The blackened plexiglas turned out really nice. We used a can of glossy spray paint to paint the back side of each piece. They come out with a very shiny black color and have a very mirror-like reflective quality to them. Please excuse these early pictures. The panels were all still very dusty in the work-shop.

We used the blackened Plexiglas for all the control panel surfaces, for the short vertical panels that cover up the control panel wiring, and also on the back wall of the control panel areas. We originally planned to cover the back walls of the control panels with vinyl. I’m glad we ran out of vinyl, because the reflective plexiglas looks REALLY nice back there. The reflections of the buttons in the back panel look quite awesome!

The plexiglas makes for a nice, smooth surface to rest your hands on but it is very hard to keep clean. Our panels are very mirror-like, so fingerprints stand out a bit more than if we were just using clear plexiglas to cover some artwork.

The Glass Tabletop

I don’t seem to have any pictures of the glass tabletop being painted, but there is a short video walking around the table before it was completely finished. In the video you can sort of see the poor viewing angle from the bottom side of the LCD panel that I described earlier. It gets much worse than that if you actually sit down on that side.
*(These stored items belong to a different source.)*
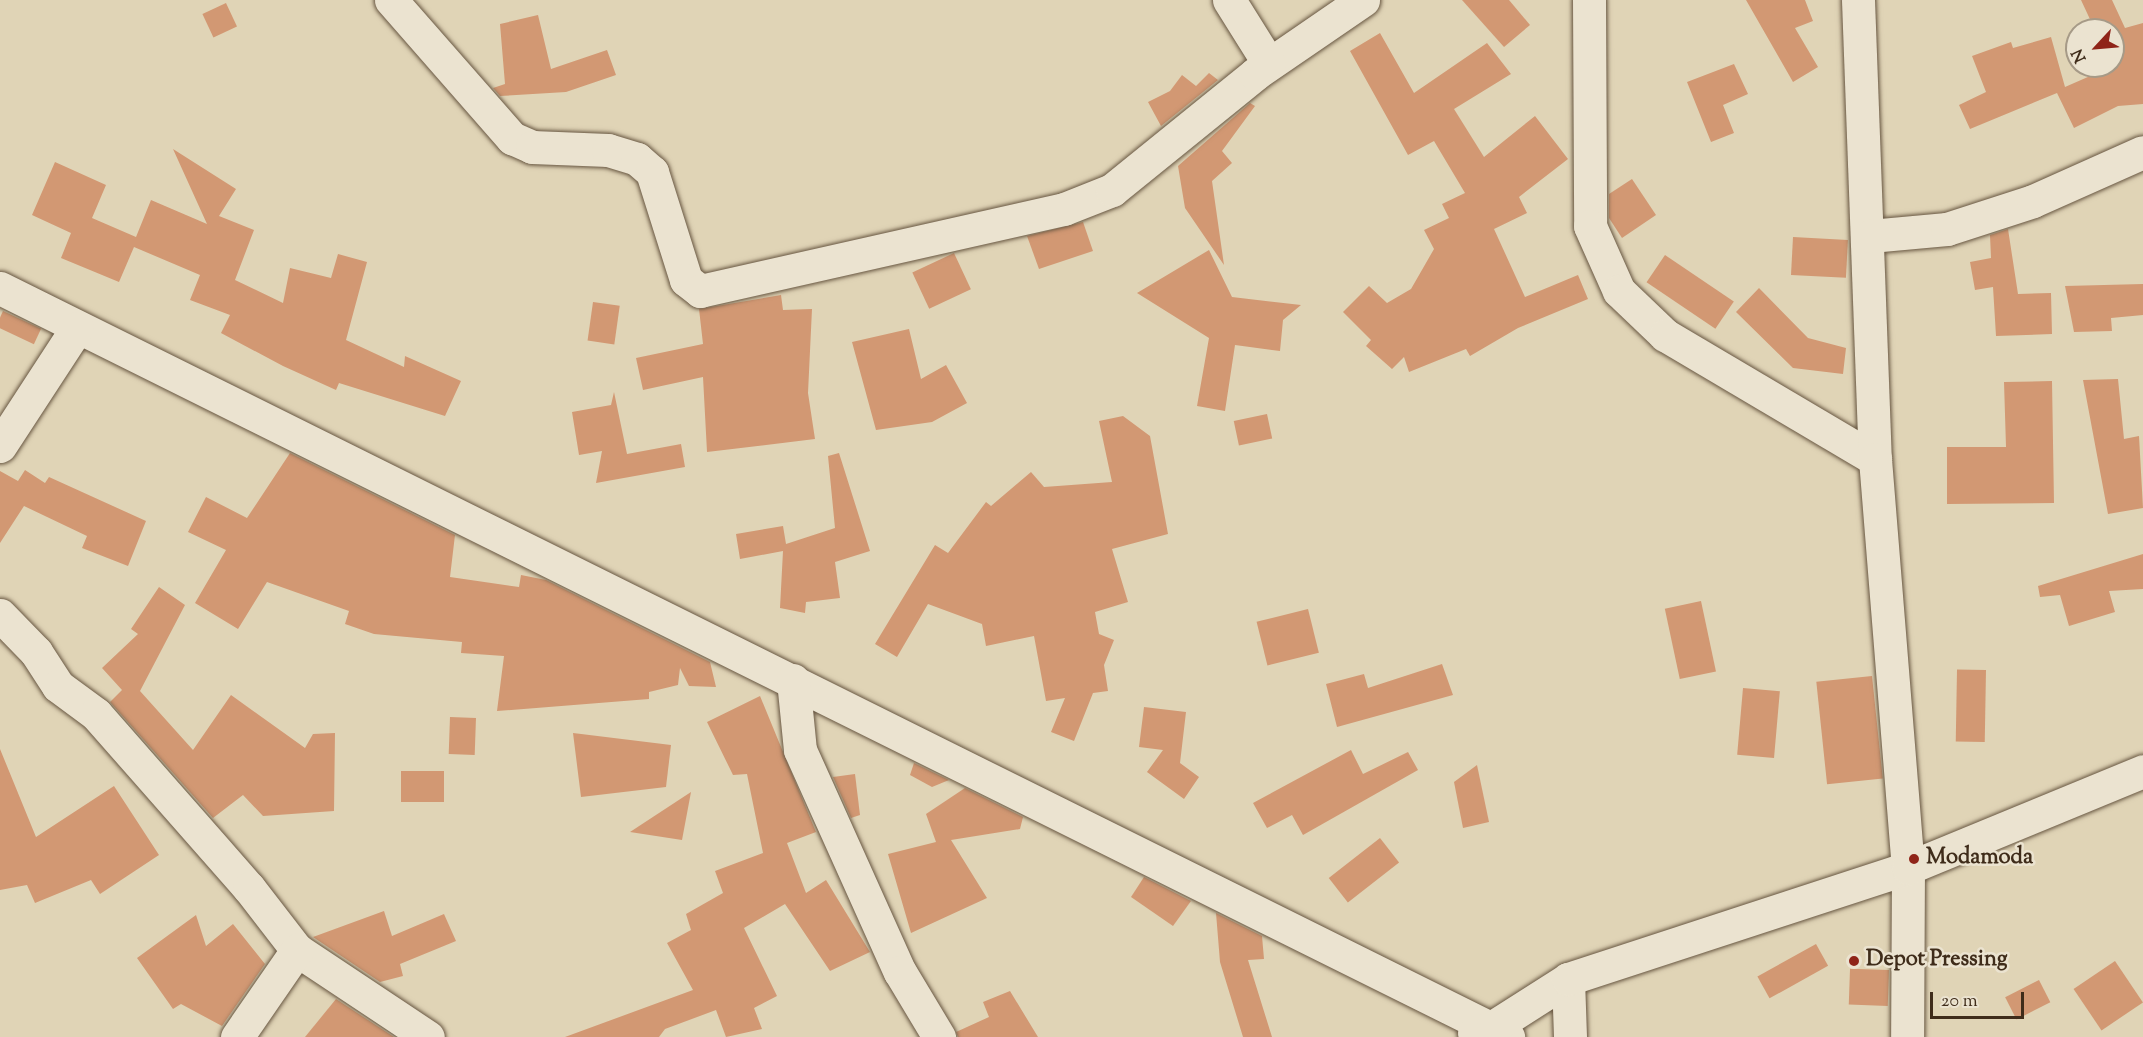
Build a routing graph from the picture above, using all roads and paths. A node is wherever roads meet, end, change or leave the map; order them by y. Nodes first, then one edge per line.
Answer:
1 (391, 0) edge
2 (1229, 0) edge
3 (1363, 0) edge
4 (1589, 0) edge
5 (1858, 0) edge
6 (1269, 64) junction
7 (2143, 153) edge
8 (1870, 236) junction
9 (0, 288) edge
10 (77, 328) junction
11 (0, 446) edge
12 (1875, 459) junction
13 (0, 615) edge
14 (793, 680) junction
15 (2143, 771) edge
16 (1908, 868) junction
17 (297, 951) junction
18 (1568, 979) junction
19 (1501, 1032) edge
20 (237, 1037) edge
21 (428, 1037) edge
22 (939, 1037) edge
23 (1462, 1037) edge
24 (1570, 1037) edge
25 (1907, 1037) edge

1 - 6 street
2 - 6 street
3 - 6 street
4 - 12 street
5 - 8 street
7 - 8 street
8 - 12 street
9 - 10 street
10 - 11 street
10 - 14 street
12 - 16 street
13 - 17 street
14 - 19 street
14 - 22 street
15 - 16 street
16 - 18 street
16 - 25 street
17 - 20 street
17 - 21 street
18 - 19 street
18 - 24 street
19 - 23 street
We ended up buying a 32”x42” piece of glass to use as the surface of the table. It is ¼” thick and has, I think, 4” radius corners. We were able to get this piece custom cut at a local glass shop for $55. We aren’t having any problems with the ¼ inch glass but I think it would probably be better to go with 3/8” or ½” instead.

We painted the underside of the glass just like the Plexiglas. First we taped off a rectangle to match the display area of our monitor as precisely as we could. Then we taped off the nicely rounded view ports over each control panel.

We sprayed a few coats of glossy black paint over the exposed glass, waited until the next day, and then peeled off the masking tape.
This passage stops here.